* **WORK TO COMPLETE**:
Lines with the word "view" are the ones wanted. Copy each of them from the entries below.

* **GIVEN RECORDS**:
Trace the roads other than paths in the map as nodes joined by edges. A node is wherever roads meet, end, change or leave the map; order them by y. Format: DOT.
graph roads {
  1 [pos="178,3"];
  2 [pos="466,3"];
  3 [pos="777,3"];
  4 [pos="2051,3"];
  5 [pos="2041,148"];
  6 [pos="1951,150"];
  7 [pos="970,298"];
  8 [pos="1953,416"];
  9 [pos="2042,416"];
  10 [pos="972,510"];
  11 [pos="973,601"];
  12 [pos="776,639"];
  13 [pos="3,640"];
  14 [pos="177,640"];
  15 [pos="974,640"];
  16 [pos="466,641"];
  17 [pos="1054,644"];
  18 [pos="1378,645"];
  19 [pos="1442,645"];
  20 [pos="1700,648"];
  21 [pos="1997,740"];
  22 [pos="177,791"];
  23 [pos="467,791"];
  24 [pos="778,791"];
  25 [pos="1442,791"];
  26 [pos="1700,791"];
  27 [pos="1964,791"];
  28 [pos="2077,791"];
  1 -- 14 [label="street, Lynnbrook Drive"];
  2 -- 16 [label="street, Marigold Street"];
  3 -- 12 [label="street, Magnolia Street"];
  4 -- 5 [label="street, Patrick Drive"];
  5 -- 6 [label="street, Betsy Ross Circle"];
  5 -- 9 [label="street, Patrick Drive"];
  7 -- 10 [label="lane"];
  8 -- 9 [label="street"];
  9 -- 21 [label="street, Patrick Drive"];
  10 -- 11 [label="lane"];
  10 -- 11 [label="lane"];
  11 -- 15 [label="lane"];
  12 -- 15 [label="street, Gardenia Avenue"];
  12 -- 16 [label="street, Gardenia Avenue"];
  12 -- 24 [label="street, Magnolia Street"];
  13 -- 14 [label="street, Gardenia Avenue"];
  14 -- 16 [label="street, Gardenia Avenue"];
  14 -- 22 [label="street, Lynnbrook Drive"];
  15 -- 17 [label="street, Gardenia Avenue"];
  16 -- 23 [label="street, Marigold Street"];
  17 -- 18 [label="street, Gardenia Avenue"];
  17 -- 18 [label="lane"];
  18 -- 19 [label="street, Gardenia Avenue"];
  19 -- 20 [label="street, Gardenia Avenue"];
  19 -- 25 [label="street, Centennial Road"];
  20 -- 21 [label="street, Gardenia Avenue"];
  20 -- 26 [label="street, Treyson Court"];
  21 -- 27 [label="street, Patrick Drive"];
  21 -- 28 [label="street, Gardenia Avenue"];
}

* * *

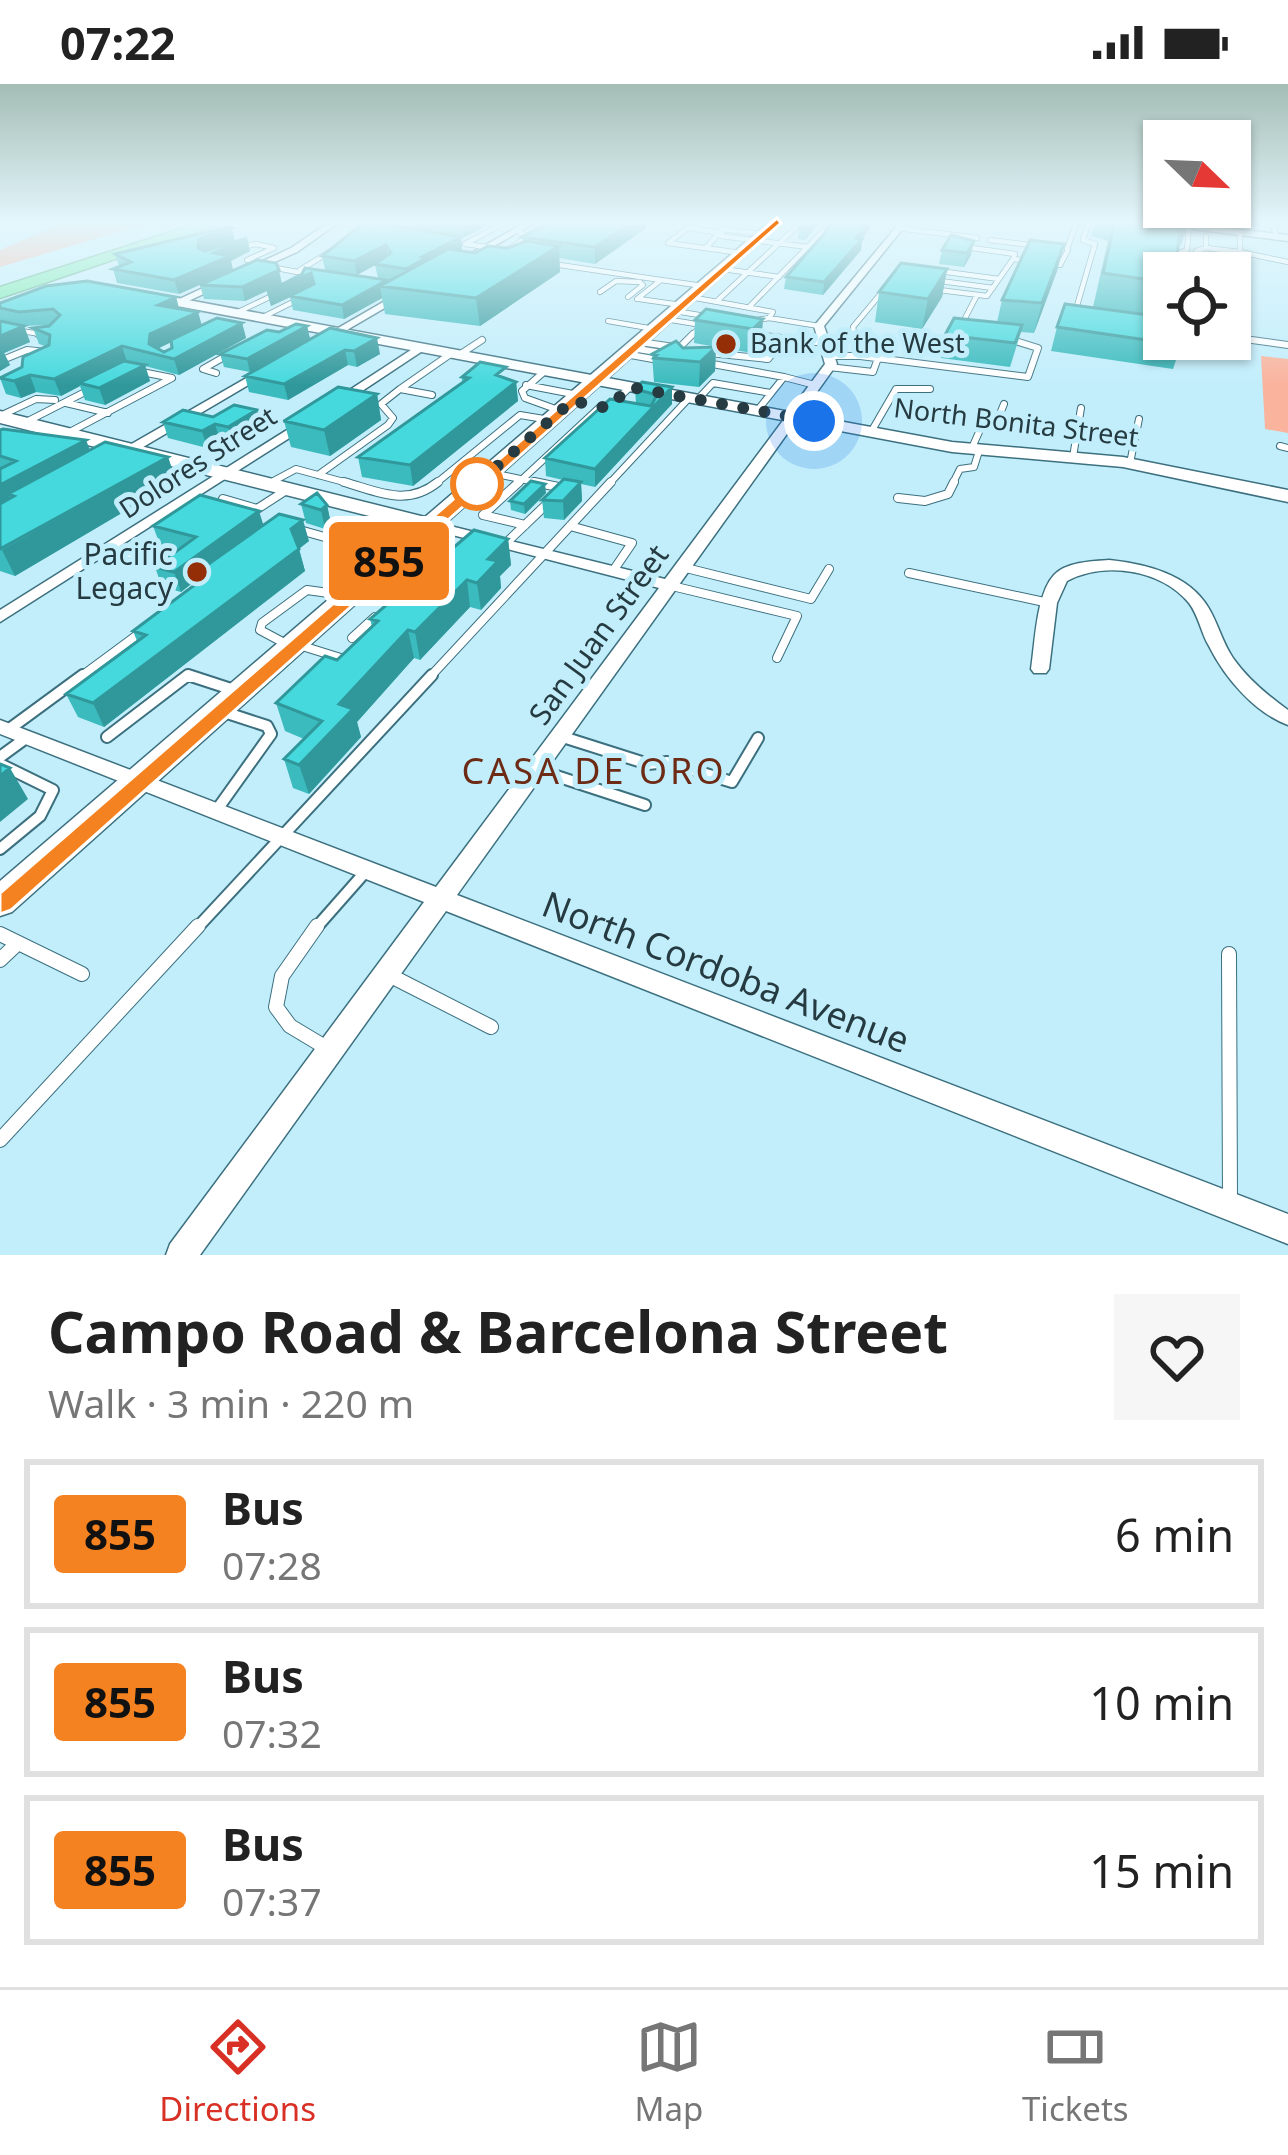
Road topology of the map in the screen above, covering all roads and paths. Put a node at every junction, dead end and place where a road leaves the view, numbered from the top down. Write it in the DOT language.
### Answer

* * *

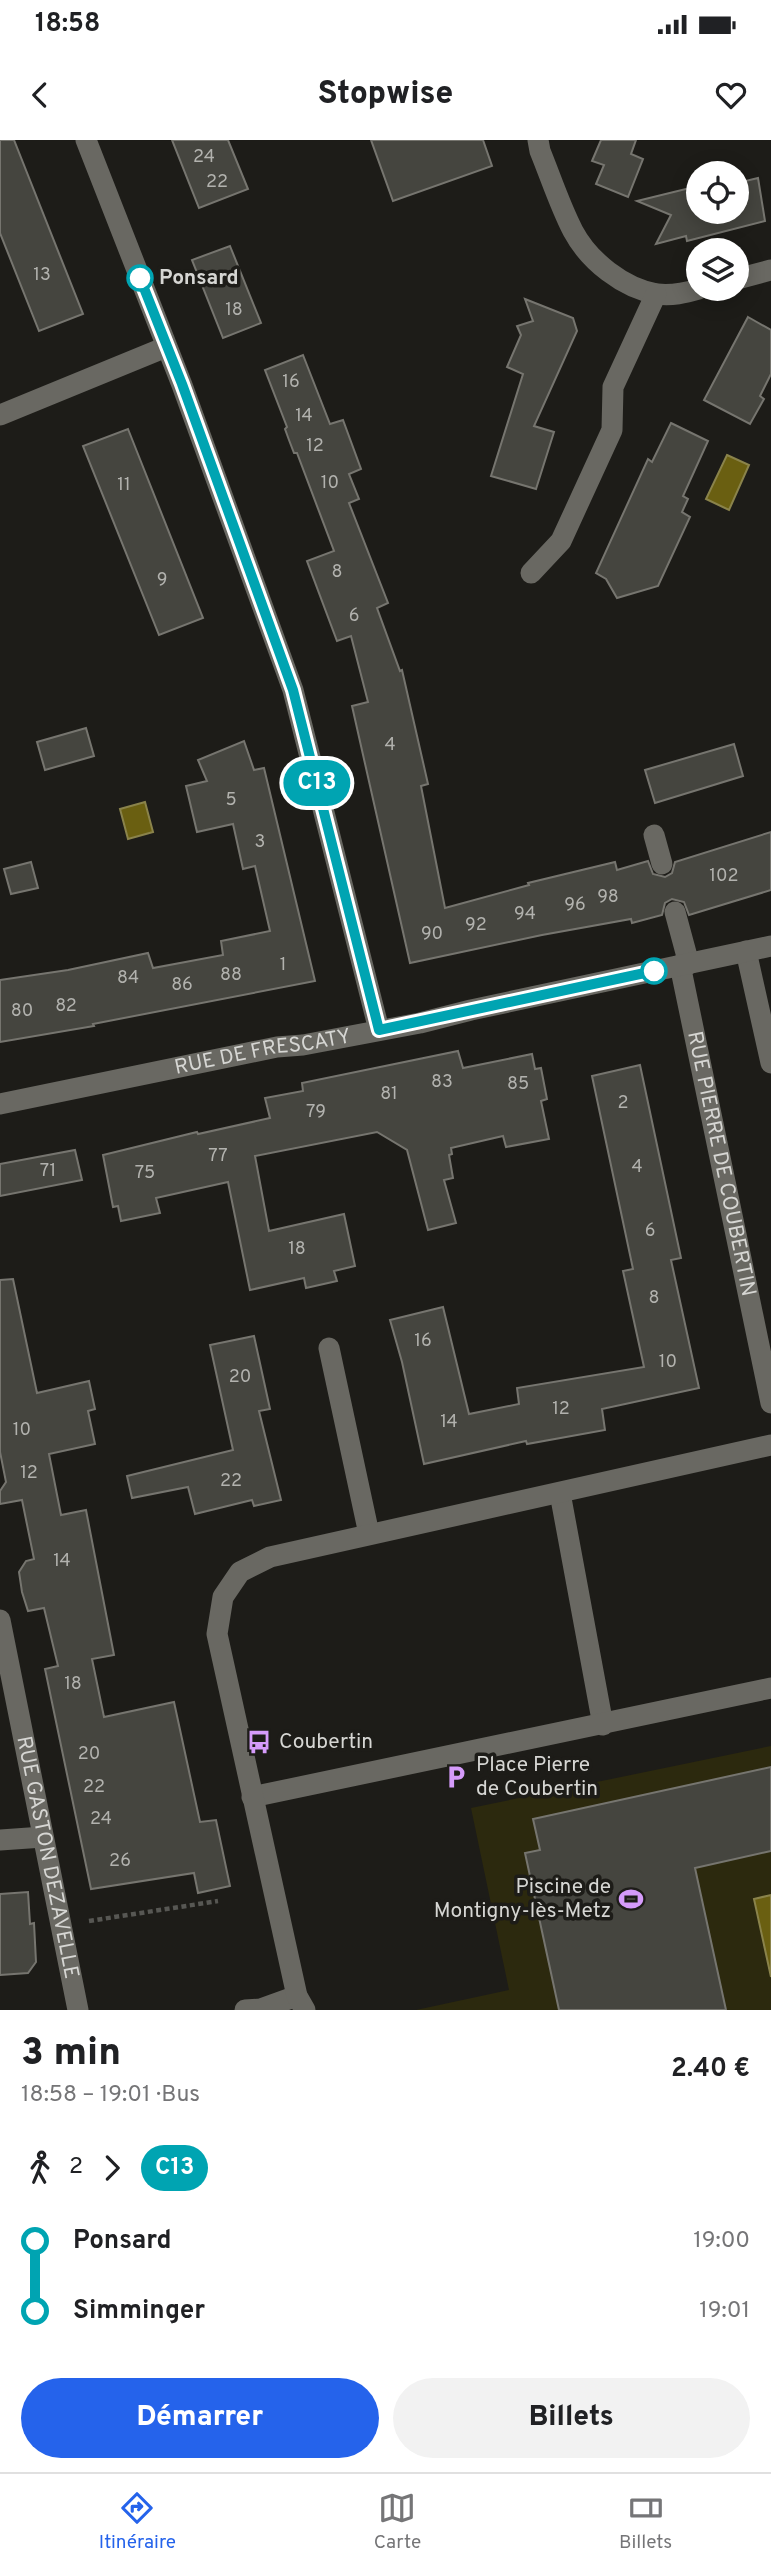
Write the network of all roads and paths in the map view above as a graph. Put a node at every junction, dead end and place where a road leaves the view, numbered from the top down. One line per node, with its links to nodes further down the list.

* **TASK ANSWER**:
Road topology of the map in the screen above, covering all roads and paths. Put a node at every junction, dead end and place where a road leaves the view, numbered from the top down. Write it in the DOT language.
Write the network of all roads and paths in the map view above as a graph. Put a node at every junction, dead end and place where a road leaves the view, numbered from the top down. One line per node, with its links to nodes further down the list.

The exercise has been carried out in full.